Quant à la question du Khalifat, elle intéresse avant tout les musulmans ; il ne nous appartient pas de décider en leur lieu et place si l’élection du Khalife par une assemblée politique donne à son autorité religieuse des garanties suffisantes d’indépendance, ni de savoir si les fonctions de Khalife peuvent, après tant de siècles, être exercées désormais par un personnage qui ne serait pas en même temps un souverain temporel. Une telle controverse nous reporte aux premiers successeurs du Prophète, au temps où le Khalife politique Mohawiah faisait assassiner les enfants de son prédécesseur Ali, Khalife religieux et gendre de Mahomet.

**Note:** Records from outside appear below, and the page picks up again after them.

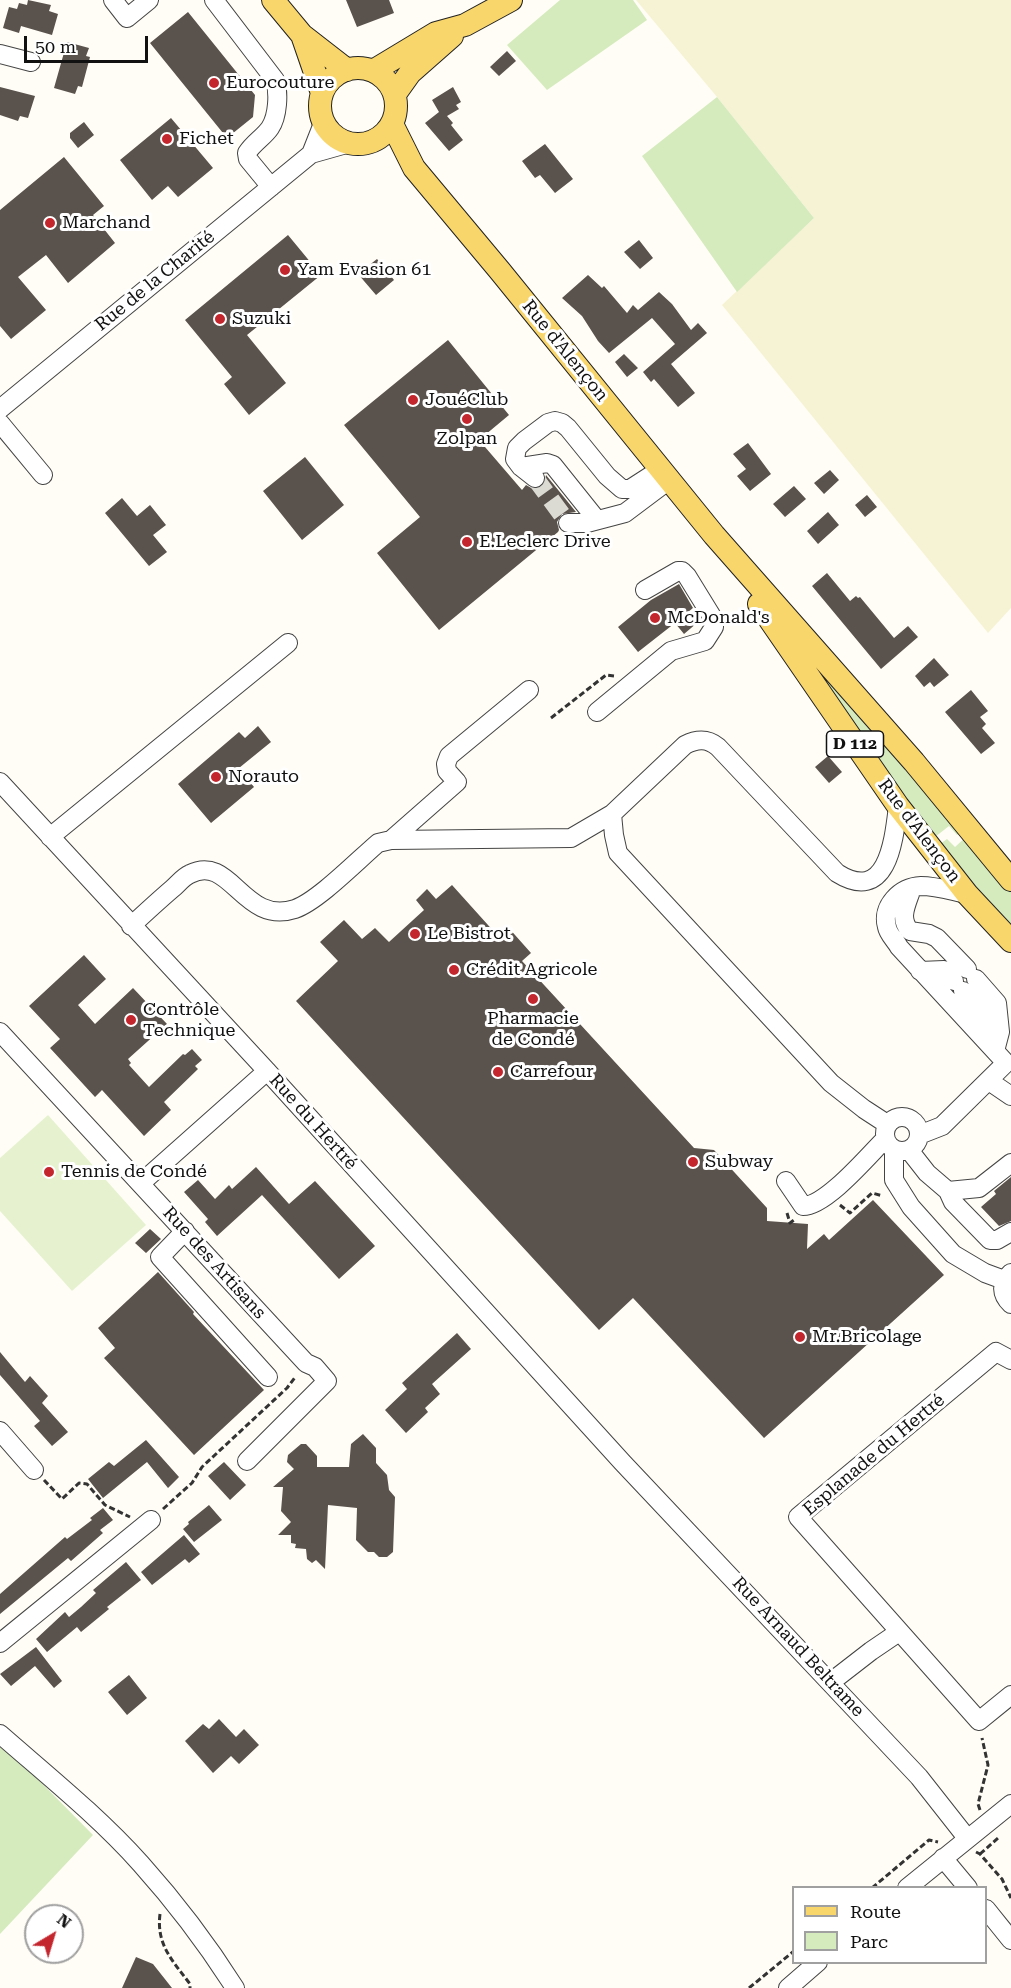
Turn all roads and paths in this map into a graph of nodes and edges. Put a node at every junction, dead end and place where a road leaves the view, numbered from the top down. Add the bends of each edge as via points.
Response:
1 (113, 0) edge
2 (149, 0) edge
3 (214, 0) edge
4 (273, 0) edge
5 (511, 0) edge
6 (465, 25) junction
7 (302, 35) junction
8 (0, 54) edge
9 (32, 62) dead end
10 (347, 70) junction
11 (373, 71) junction
12 (322, 93) junction
13 (395, 94) junction
14 (324, 121) junction
15 (392, 124) junction
16 (358, 143) junction
17 (311, 154) junction
18 (414, 168) junction
19 (271, 187) junction
20 (0, 409) edge
21 (0, 423) edge
22 (665, 474) junction
23 (44, 475) dead end
24 (597, 520) junction
25 (568, 523) dead end
26 (714, 536) junction
27 (645, 590) dead end
28 (288, 643) dead end
29 (618, 677) dead end
30 (529, 690) dead end
31 (597, 712) dead end
32 (551, 718) dead end
33 (0, 782) edge
34 (898, 806) junction
35 (612, 814) junction
36 (50, 837) junction
37 (391, 840) junction
38 (1011, 880) edge
39 (912, 888) junction
40 (967, 894) junction
41 (131, 926) junction
42 (1011, 942) edge
43 (920, 971) junction
44 (965, 980) junction
45 (0, 1032) edge
46 (1004, 1059) edge
47 (267, 1071) junction
48 (989, 1081) junction
49 (1011, 1096) edge
50 (919, 1135) junction
51 (894, 1141) junction
52 (1011, 1163) edge
53 (786, 1180) dead end
54 (141, 1183) junction
55 (948, 1191) junction
56 (185, 1231) junction
57 (1011, 1232) edge
58 (1008, 1277) edge
59 (1011, 1304) edge
60 (1011, 1360) edge
61 (306, 1363) junction
62 (268, 1377) dead end
63 (0, 1431) edge
64 (247, 1461) dead end
65 (623, 1463) joint
66 (34, 1470) joint
67 (148, 1522) junction
68 (899, 1632) junction
69 (0, 1643) edge
70 (831, 1682) junction
71 (1011, 1695) edge
72 (979, 1721) junction
73 (0, 1734) edge
74 (1011, 1804) edge
75 (987, 1823) junction
76 (999, 1838) dead end
77 (956, 1847) junction
78 (873, 1886) edge
79 (909, 1886) edge
80 (968, 1886) edge
81 (168, 1896) junction
82 (1011, 1898) edge
83 (987, 1910) edge
84 (1011, 1940) edge
85 (792, 1953) edge
86 (817, 1964) edge
87 (817, 1964) edge
88 (190, 1988) edge
89 (235, 1988) edge
90 (749, 1988) edge
91 (788, 1988) edge
92 (803, 1988) edge

1 - 2 street via 128,18
3 - 19 street via 277,88 273,121 247,153
4 - 7 main road
5 - 6 main road
6 - 11 main road via 436,33
6 - 13 main road via 411,73
7 - 10 main road
7 - 12 main road
8 - 9 street
10 - 11 main road
10 - 12 main road via 336,75
11 - 13 main road via 390,84
12 - 14 main road
13 - 15 main road via 396,115
14 - 16 main road via 342,141
14 - 17 street, Rue de la Charité
15 - 16 main road via 385,134
15 - 18 main road, Rue d'Alençon / D 112
16 - 17 street, Rue de la Charité
16 - 18 main road, Rue d'Alençon / D 112
17 - 19 street, Rue de la Charité
18 - 22 main road, Rue d'Alençon / D 112
19 - 20 street, Rue de la Charité
21 - 23 street
22 - 24 street via 625,513
22 - 24 street via 622,489 562,423 555,421 538,429 517,448 515,459 528,473 547,463 553,465
22 - 26 main road, Rue d'Alençon / D 112
24 - 25 street
26 - 34 main road, Rue d'Alençon / D 112
26 - 38 main road, Rue d'Alençon / D 112 via 914,762
27 - 31 street via 682,571 711,615 714,627 705,641 671,651
28 - 36 street
29 - 32 path via 606,675
30 - 37 street via 449,756 447,771 458,782
33 - 36 street, Rue du Hertré
34 - 35 street via 892,851 882,871 872,879 856,881 837,873 718,747 707,741 686,745
34 - 40 main road, Rue d'Alençon / D 112
35 - 37 street via 571,838
35 - 51 street via 618,853 831,1083 864,1109
36 - 41 street, Rue du Hertré
37 - 41 street via 378,843 309,903 294,909 265,910 249,901 221,874 203,869 188,874
39 - 40 street via 934,887
39 - 43 street via 892,899 886,912 887,928
39 - 44 street via 904,925 910,931 937,938
40 - 42 main road, Rue d'Alençon / D 112
41 - 47 street, Rue du Hertré
43 - 44 street via 944,970
43 - 46 street
44 - 46 street via 1000,1032
45 - 54 street, Rue des Artisans
46 - 48 street
47 - 54 street
47 - 65 street, Rue du Hertré
48 - 49 street
48 - 50 street via 942,1126
50 - 51 street via 916,1144
50 - 51 street via 908,1118 897,1117
51 - 53 street via 811,1206 804,1206
51 - 55 street
51 - 58 street via 894,1180 911,1207 952,1254 986,1274
52 - 55 street via 979,1188
54 - 56 street, Rue des Artisans
55 - 57 street via 953,1202 990,1240
56 - 61 street, Rue des Artisans
56 - 62 street via 160,1257
58 - 59 street via 1003,1293
60 - 68 street, Esplanade du Hertré via 996,1352 798,1516
61 - 64 street, Rue des Artisans via 327,1381
61 - 67 path via 287,1388
63 - 66 street
65 - 70 street, Rue Arnaud Beltrame
66 - 67 path via 62,1499 79,1483 87,1484 105,1505
67 - 69 street
68 - 70 street
68 - 72 street, Esplanade du Hertré
70 - 77 street, Rue Arnaud Beltrame via 919,1777
71 - 72 street
72 - 75 path via 988,1765 978,1804
73 - 81 street via 136,1858
74 - 75 street
75 - 76 path
75 - 77 street
77 - 78 path via 929,1840
77 - 79 street
77 - 80 street, Rue Arnaud Beltrame
77 - 82 path via 980,1854 1002,1879
81 - 88 path via 159,1918 162,1944
81 - 89 street
83 - 84 street
85 - 90 path
86 - 91 street
87 - 92 street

La loi du 1er novembre implique, aux yeux des Turcs, la nullité de tous les actes du Gouvernement de Constantinople postérieurs au 16 mars 1920, par conséquent du Traité de Sèvres et de tous les autres accords, emprunts ou conventions négociés depuis cette date. Le 3 novembre, Ferid bey, représentant à Paris du Gouvernement d’Angora, a notifié par lettre cette nullité à M. Poincaré.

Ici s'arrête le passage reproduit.